__EXERCISE AIM__
Lines in the listing that hold the string "pinky" need to be tallied, and the total given alone.

(RECORD SET)

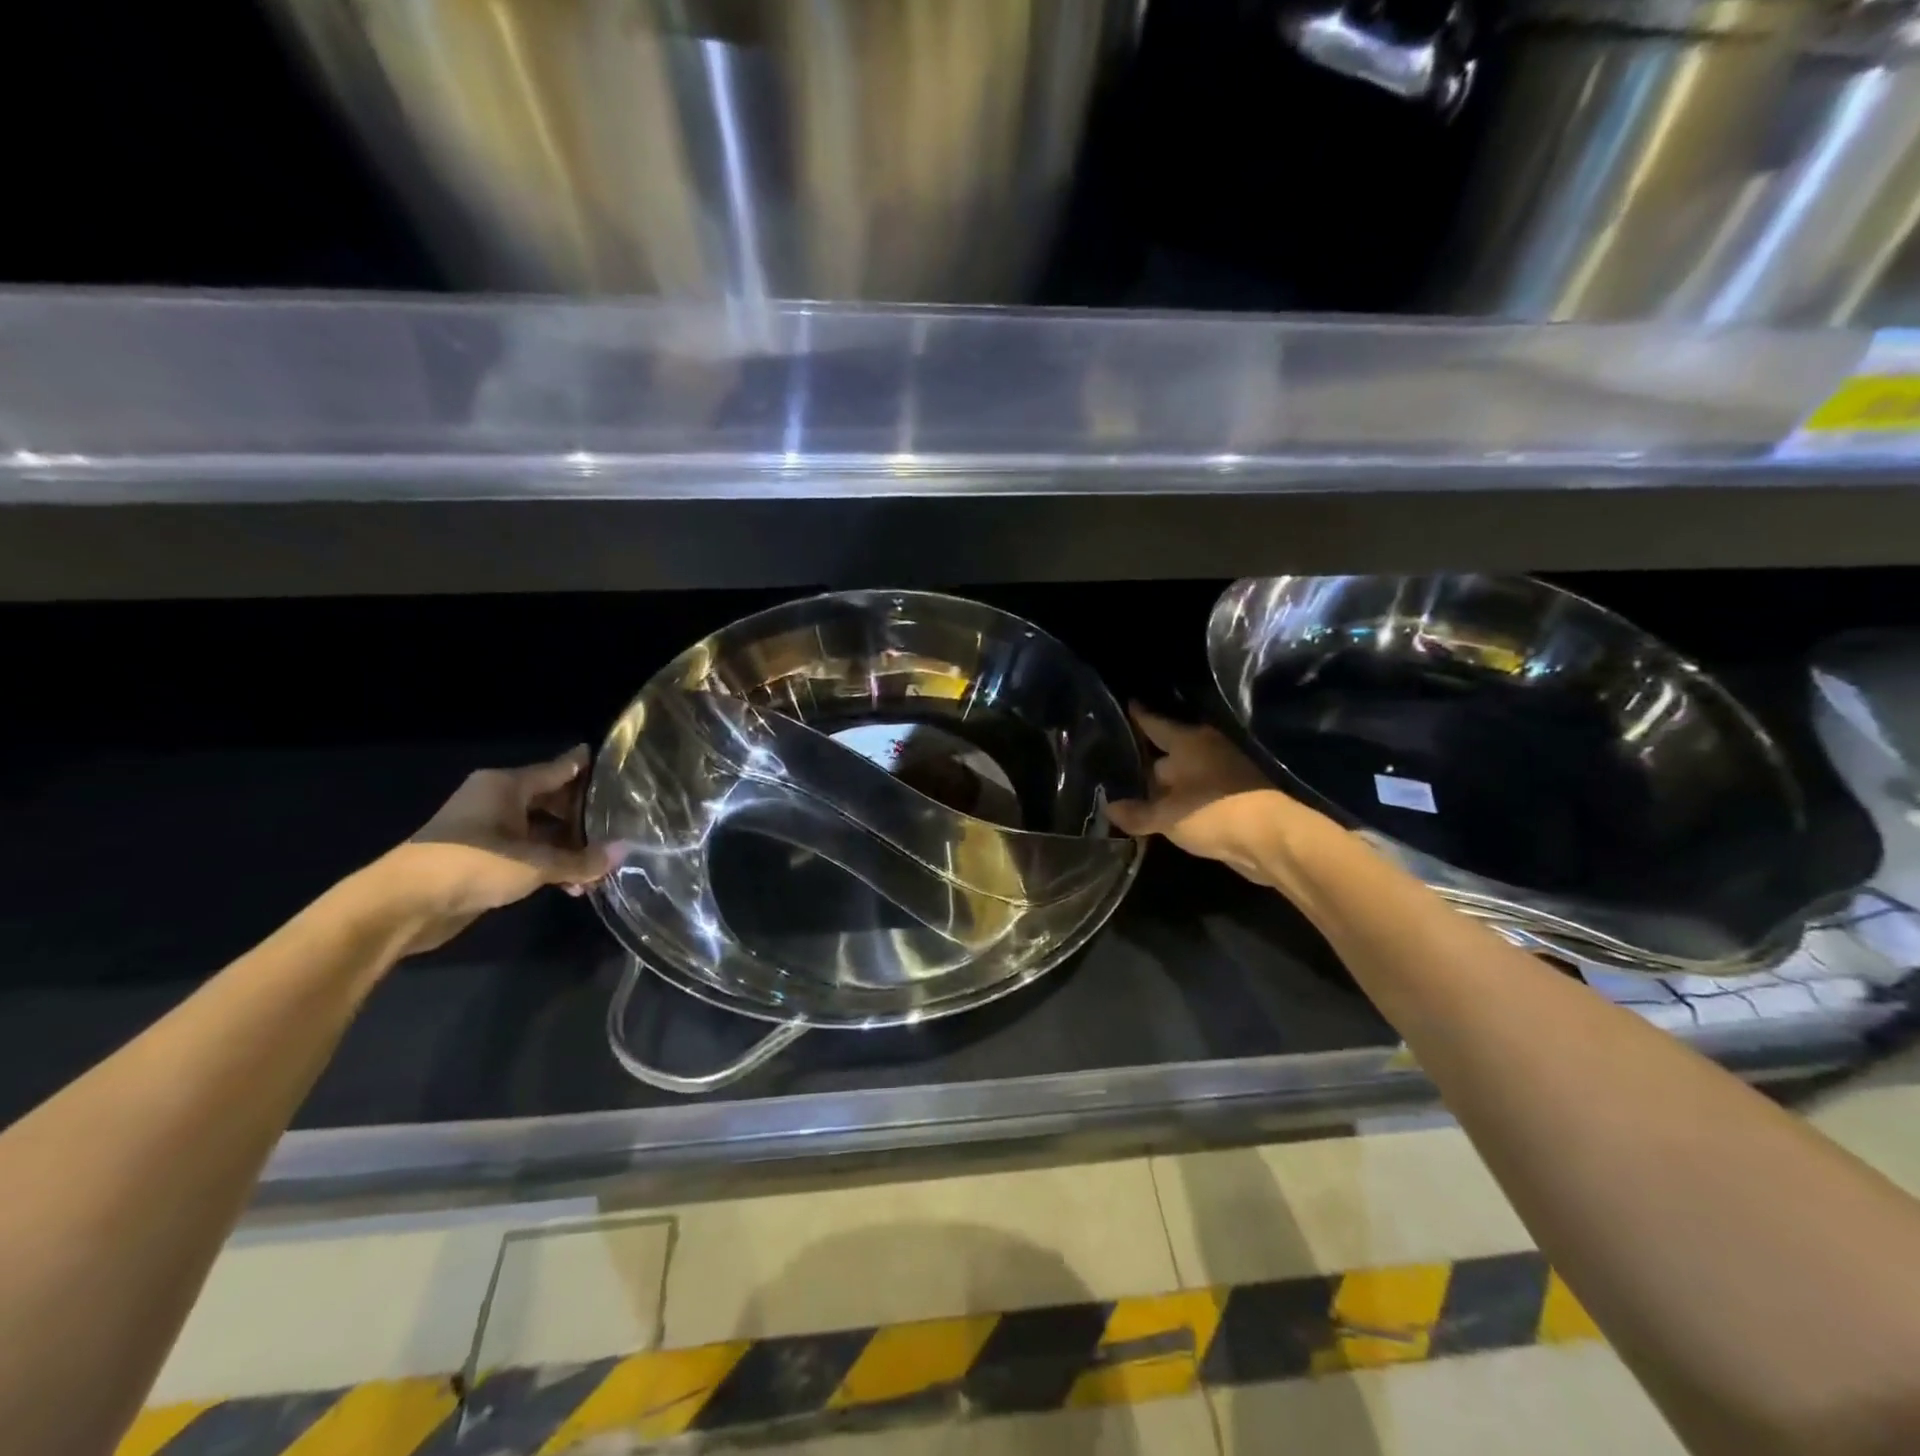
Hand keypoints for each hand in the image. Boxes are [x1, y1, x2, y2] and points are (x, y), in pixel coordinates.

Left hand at [373, 746, 612, 954]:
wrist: (403, 905)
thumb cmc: (472, 864)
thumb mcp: (536, 863)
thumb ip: (581, 860)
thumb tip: (625, 851)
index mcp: (507, 785)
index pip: (560, 768)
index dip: (591, 768)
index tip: (623, 769)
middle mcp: (498, 800)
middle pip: (554, 800)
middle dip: (586, 818)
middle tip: (623, 827)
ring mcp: (489, 830)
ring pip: (543, 831)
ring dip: (569, 849)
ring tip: (602, 866)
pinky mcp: (483, 858)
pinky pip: (528, 853)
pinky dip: (550, 865)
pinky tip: (574, 886)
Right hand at [1106, 706, 1328, 886]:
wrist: (1270, 839)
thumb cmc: (1212, 813)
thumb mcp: (1166, 817)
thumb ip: (1137, 813)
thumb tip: (1109, 808)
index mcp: (1188, 741)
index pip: (1154, 722)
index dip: (1137, 715)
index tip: (1124, 704)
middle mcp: (1205, 749)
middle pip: (1167, 748)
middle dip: (1145, 756)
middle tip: (1116, 759)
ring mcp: (1222, 770)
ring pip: (1182, 771)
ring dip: (1163, 782)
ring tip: (1134, 789)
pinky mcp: (1232, 794)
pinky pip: (1195, 790)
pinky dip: (1179, 797)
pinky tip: (1162, 808)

(End RECORD SET)

__EXERCISE OUTPUT__
8